In [18]:
import pickle
import numpy as np
import pandas as pd
from tqdm import tqdm
from pathlib import Path
from scipy.stats import norm
from settings import settings
from sklearn.utils import resample
from scipy.stats import multivariate_normal
from statsmodels.stats.multitest import multipletests
from sklearn.linear_model import LinearRegression, Lasso

## Define Parameter

In [19]:
data_path = Path("result")

In [20]:
regional_mkt_ret = pd.read_parquet(data_path / "regional_mkt_ret.parquet")
cluster_labels = pd.read_parquet(data_path / "cluster_labels.parquet")
char_info = pd.read_excel(
    "Factor Details.xlsx", sheet_name="details", usecols="A:N"
).dropna(subset=["abr_jkp"]).rename(
    columns={
        "abr_jkp": "characteristic",
        "in-sample period": "date_range",
        "group": "hxz_group",
    }
)

In [21]:
with open(data_path / "eb_est.pkl", "rb") as f:
    eb_est = pickle.load(f)

## FDR(False Discover Rate) Testing

In [22]:
def fdr_sim(t_low, a_vec, a_cov, n_sim=10000, seed=1):
    np.random.seed(seed)
    t_all = a_vec / np.sqrt(np.diag(a_cov))

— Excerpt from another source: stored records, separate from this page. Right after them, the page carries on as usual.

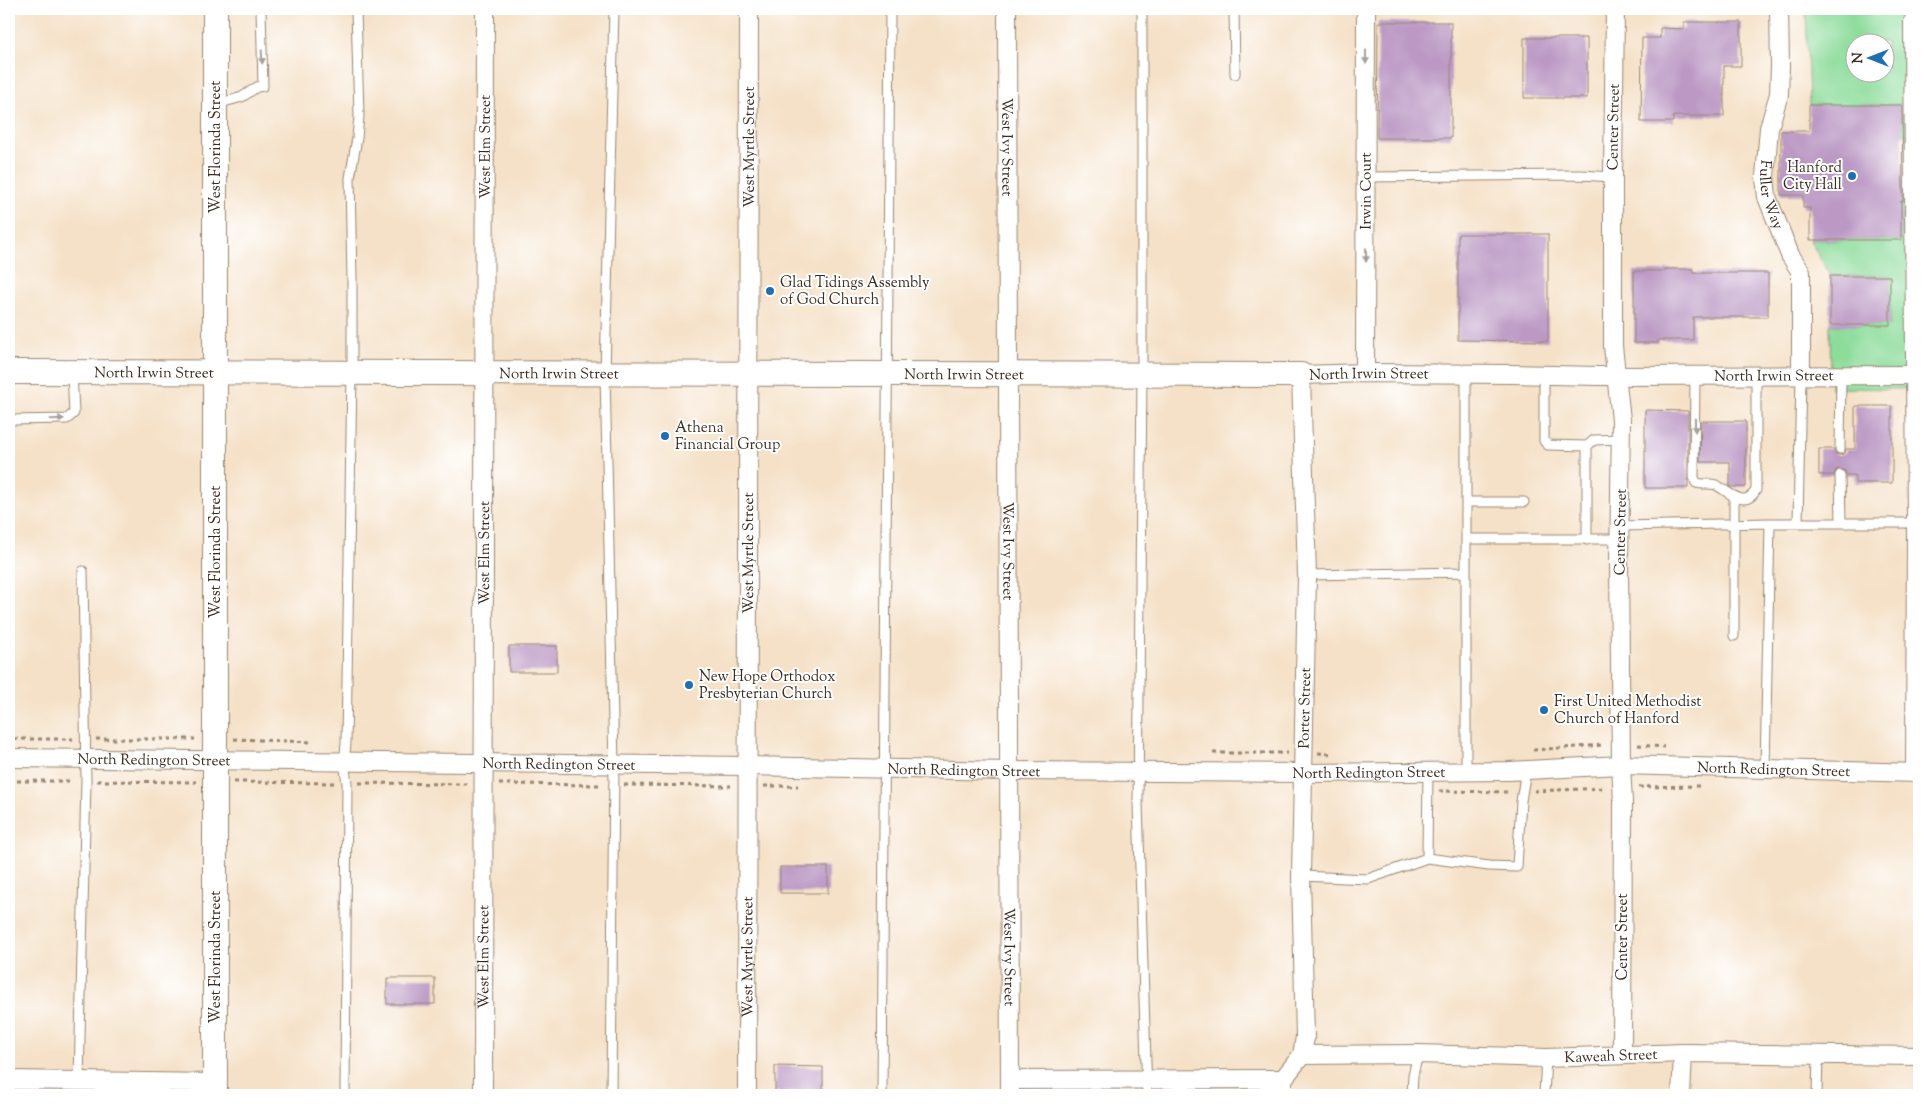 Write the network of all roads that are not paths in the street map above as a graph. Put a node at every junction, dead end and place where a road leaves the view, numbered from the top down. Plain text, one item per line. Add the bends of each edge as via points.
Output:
1 (215, 9) edge
2 (261, 9) edge
3 (356, 9) edge
4 (484, 9) edge
5 (614, 9) edge
6 (749, 9) edge
7 (890, 9) edge
8 (1007, 9) edge
9 (1142, 9) edge
10 (1234, 9) edge
11 (1366, 9) edge
12 (1615, 9) edge
13 (1779, 9) edge
14 (1913, 21) dead end
15 (1234, 74) dead end
16 (215, 104) junction
17 (1916, 156) edge
18 (1366, 177) junction
19 (1612, 177) junction
20 (1916, 204) edge
21 (9, 372) edge
22 (72, 373) junction
23 (215, 373) junction
24 (352, 373) junction
25 (484, 373) junction
26 (1365, 373) junction
27 (605, 374) junction
28 (748, 374) junction
29 (887, 374) junction
30 (1008, 374) junction
31 (1142, 374) junction
32 (1466, 374) junction
33 (1302, 375) junction
34 (1544, 375) junction
35 (1917, 375) edge
36 (1618, 376) junction
37 (1695, 376) junction
38 (1756, 376) junction
39 (1800, 376) junction
40 (1841, 376) junction
41 (9, 420) edge
42 (1621, 439) junction
43 (1587, 446) junction
44 (1840, 449) dead end
45 (1840, 474) dead end
46 (1734, 498) junction
47 (1466, 502) junction
48 (1524, 502) dead end
49 (1734, 523) junction
50 (1770, 523) junction
51 (1798, 523) junction
52 (1841, 523) junction
53 (1916, 523) junction
54 (1620, 533) junction
55 (1466, 539) junction
56 (1587, 540) junction
57 (83, 571) dead end
58 (1466, 572) junction
59 (1307, 575) junction
60 (1734, 636) dead end
61 (215, 749) junction
62 (9, 758) edge
63 (86, 758) junction
64 (344, 762) junction
65 (483, 763) junction
66 (614, 765) junction
67 (1621, 765) junction
68 (748, 766) junction
69 (884, 768) junction
70 (1765, 769) junction
71 (1466, 770) junction
72 (1526, 770) junction
73 (1009, 771) junction
74 (1428, 771) junction
75 (1138, 772) junction
76 (1304, 773) junction
77 (1917, 773) edge
78 (1427, 858) junction
79 (1302, 876) junction
80 (1683, 1053) junction
81 (1418, 1054) junction
82 (1302, 1055) junction
83 (1622, 1055) junction
84 (1818, 1056) junction
85 (1919, 1056) edge
86 (1546, 1058) junction
87 (9, 1080) edge
88 (79, 1081) junction
89 (1010, 1087) edge
90 (1147, 1087) edge
91 (1283, 1087) edge
92 (215, 1089) edge
93 (344, 1095) edge
94 (483, 1095) edge
95 (611, 1095) edge
96 (747, 1095) edge
97 (882, 1095) edge
98 (1412, 1095) edge
99 (1544, 1095) edge
100 (1681, 1095) edge
101 (1817, 1095) edge

1 - 16 street, West Florinda Street
2 -> 16 lane via 263,86
3 - 24 lane via 359,116 350,178
4 - 25 street, West Elm Street
5 - 27 lane
6 - 28 street, West Myrtle Street
7 - 29 lane
8 - 30 street, West Ivy Street
9 - 31 lane
10 - 15 lane
11 -> 18 street, Irwin Court
12 - 19 street, Center Street
13 - 39 street, Fuller Way via 1779,94 1769,128 1765,177 1767,197 1790,255 1801,272
14 - 17 street
16 - 23 street, West Florinda Street
17 - 20 street
18 - 19 lane
18 -> 26 street, Irwin Court
19 - 36 street, Center Street via 1613,346
20 - 35 street
21 - 22 street, North Irwin Street
22 - 23 street, North Irwin Street
41 -> 22 lane via 71,417 74,413
23 - 24 street, North Irwin Street
23 - 61 street, West Florinda Street
24 - 25 street, North Irwin Street
24 - 64 lane
25 - 27 street, North Irwin Street
25 - 65 street, West Elm Street
26 - 32 street, North Irwin Street
26 - 33 street, North Irwin Street
27 - 28 street, North Irwin Street
27 - 66 lane
28 - 29 street, North Irwin Street
28 - 68 street, West Myrtle Street
29 - 30 street, North Irwin Street
29 - 69 lane
30 - 31 street, North Irwin Street
30 - 73 street, West Ivy Street
31 - 33 street, North Irwin Street
31 - 75 lane
32 - 34 street, North Irwin Street
32 - 47 lane
33 - 59 street, Porter Street
34 - 36 street, North Irwin Street
34 - 43 lane via 1544,441 1548,445
35 - 40 street, North Irwin Street
35 - 53 street
36 - 37 street, North Irwin Street
36 - 42 street, Center Street
37 - 38 street, North Irwin Street
37 -> 46 lane via 1694,477 1696,483 1715,484
38 - 39 street, North Irwin Street
38 - 46 lane via 1756,490 1748,498
39 - 40 street, North Irwin Street
39 - 51 lane
40 - 44 lane
42 - 43 lane via 1594,440
42 - 54 street, Center Street
43 - 56 lane
45 - 52 lane
46 - 49 lane
47 - 48 lane
47 - 55 lane
49 - 50 lane
49 - 54 lane
49 - 60 lane
50 - 51 lane
50 - 70 lane
51 - 52 lane
52 - 53 lane
53 - 77 street
54 - 56 lane
54 - 67 street, Center Street
55 - 56 lane
55 - 58 lane
57 - 63 lane
58 - 59 lane
58 - 71 lane
59 - 76 street, Porter Street
61 - 63 street, North Redington Street
61 - 64 street, North Redington Street
61 - 92 street, West Florinda Street
62 - 63 street, North Redington Street
63 - 88 lane
64 - 65 street, North Redington Street
64 - 93 lane via 347,783
65 - 66 street, North Redington Street
65 - 94 street, West Elm Street
66 - 68 street, North Redington Street
66 - 95 lane
67 - 70 street, North Redington Street
67 - 72 street, North Redington Street
67 - 83 street, Center Street
68 - 69 street, North Redington Street
68 - 96 street, West Myrtle Street
69 - 73 street, North Redington Street
69 - 97 lane
70 - 77 street, North Redington Street
71 - 72 street, North Redington Street
71 - 74 street, North Redington Street
72 - 78 lane via 1517,866
73 - 75 street, North Redington Street
73 - 89 street, West Ivy Street
74 - 76 street, North Redington Street
74 - 78 lane
75 - 76 street, North Redington Street
75 - 90 lane
76 - 79 street, Porter Street
78 - 79 lane via 1368,879
79 - 82 street, Porter Street via 1305,1037
80 - 83 street, Kaweah Street
80 - 84 street, Kaweah Street
80 - 100 street
81 - 82 street, Kaweah Street
81 - 86 street, Kaweah Street
81 - 98 lane via 1412,1075
82 - 91 street
83 - 86 street, Kaweah Street
84 - 85 street, Kaweah Street
84 - 101 lane
86 - 99 lane
87 - 88 street
88 - 92 street
89 - 90 street
90 - 91 street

    t_steps = np.sort(t_all[t_all > t_low])
    t_steps = t_steps[:-1]

    sims = multivariate_normal.rvs(mean=a_vec, cov=a_cov, size=n_sim)
    results = []
    for t in tqdm(t_steps):
        # Significant alphas under t-cutoff
        sig = t_all >= t
        sims_fdr = np.mean(
            np.sign(sims[:, sig]) != np.sign(np.tile(a_vec[sig].values, (n_sim, 1))),
            axis=1,
        )

        fdr = np.mean(sims_fdr)
        fwr = np.mean(sims_fdr > 0)

        results.append({"t_cutoff": t, "n_sig": np.sum(sig), "fdr": fdr, "fwr": fwr})

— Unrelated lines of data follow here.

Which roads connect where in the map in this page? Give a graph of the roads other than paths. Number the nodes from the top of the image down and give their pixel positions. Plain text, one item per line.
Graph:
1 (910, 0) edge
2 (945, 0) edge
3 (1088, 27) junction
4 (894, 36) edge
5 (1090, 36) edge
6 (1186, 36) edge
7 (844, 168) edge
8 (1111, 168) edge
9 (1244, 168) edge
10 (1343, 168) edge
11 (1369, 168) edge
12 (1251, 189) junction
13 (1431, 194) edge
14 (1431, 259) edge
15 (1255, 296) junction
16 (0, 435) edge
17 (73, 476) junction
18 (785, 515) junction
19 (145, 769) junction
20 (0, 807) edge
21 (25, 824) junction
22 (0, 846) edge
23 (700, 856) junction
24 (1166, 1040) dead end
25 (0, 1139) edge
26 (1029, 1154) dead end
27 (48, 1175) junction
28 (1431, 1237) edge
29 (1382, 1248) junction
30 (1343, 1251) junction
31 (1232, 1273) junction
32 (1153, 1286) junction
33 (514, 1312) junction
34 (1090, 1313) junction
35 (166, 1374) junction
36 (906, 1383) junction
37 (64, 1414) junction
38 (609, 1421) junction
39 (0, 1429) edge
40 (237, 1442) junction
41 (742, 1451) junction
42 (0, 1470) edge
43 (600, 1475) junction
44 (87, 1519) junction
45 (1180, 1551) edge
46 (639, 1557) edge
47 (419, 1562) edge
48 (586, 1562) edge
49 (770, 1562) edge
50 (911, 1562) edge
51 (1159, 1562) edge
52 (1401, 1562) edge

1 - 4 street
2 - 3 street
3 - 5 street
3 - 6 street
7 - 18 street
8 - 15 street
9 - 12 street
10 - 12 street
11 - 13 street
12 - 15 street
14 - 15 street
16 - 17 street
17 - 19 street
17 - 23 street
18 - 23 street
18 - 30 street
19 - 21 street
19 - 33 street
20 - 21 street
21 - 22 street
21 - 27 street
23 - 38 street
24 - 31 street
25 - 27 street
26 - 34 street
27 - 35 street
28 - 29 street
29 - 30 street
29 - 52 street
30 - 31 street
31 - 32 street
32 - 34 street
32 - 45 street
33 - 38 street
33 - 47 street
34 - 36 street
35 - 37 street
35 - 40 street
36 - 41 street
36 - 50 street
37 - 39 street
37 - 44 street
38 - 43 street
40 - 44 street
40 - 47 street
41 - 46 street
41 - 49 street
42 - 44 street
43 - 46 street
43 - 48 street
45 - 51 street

    return pd.DataFrame(results)

In [23]:
model_fdr = fdr_sim(
    t_low=0,
    a_vec=eb_est["us"]["factor_mean"].copy(),
    a_cov=eb_est["us"]["factor_cov"].copy(),
    n_sim=10000,
    # n_sim=10,
    seed=settings["seed"],
)

100%|██████████| 141/141 [00:00<00:00, 9591.10it/s]


## Multiple Testing

In [24]:
def adjust_pvalues(group):
    group["n"] = len(group)
    group["p_bonf"] = multipletests(group["p_ols"], method="bonferroni")[1]
    group["p_holm"] = multipletests(group["p_ols"], method="holm")[1]
    group["p_bh"] = multipletests(group["p_ols"], method="fdr_bh")[1]
    group["p_by"] = multipletests(group["p_ols"], method="fdr_by")[1]
    return group

In [25]:
def multiple_testing(eb_all, eb_world=None):
    combined_df = (
        pd.concat([eb_all["factors"], eb_world["factors"]])
        if eb_world
        else eb_all["factors"]
    )
    combined_df = combined_df.set_index("region") 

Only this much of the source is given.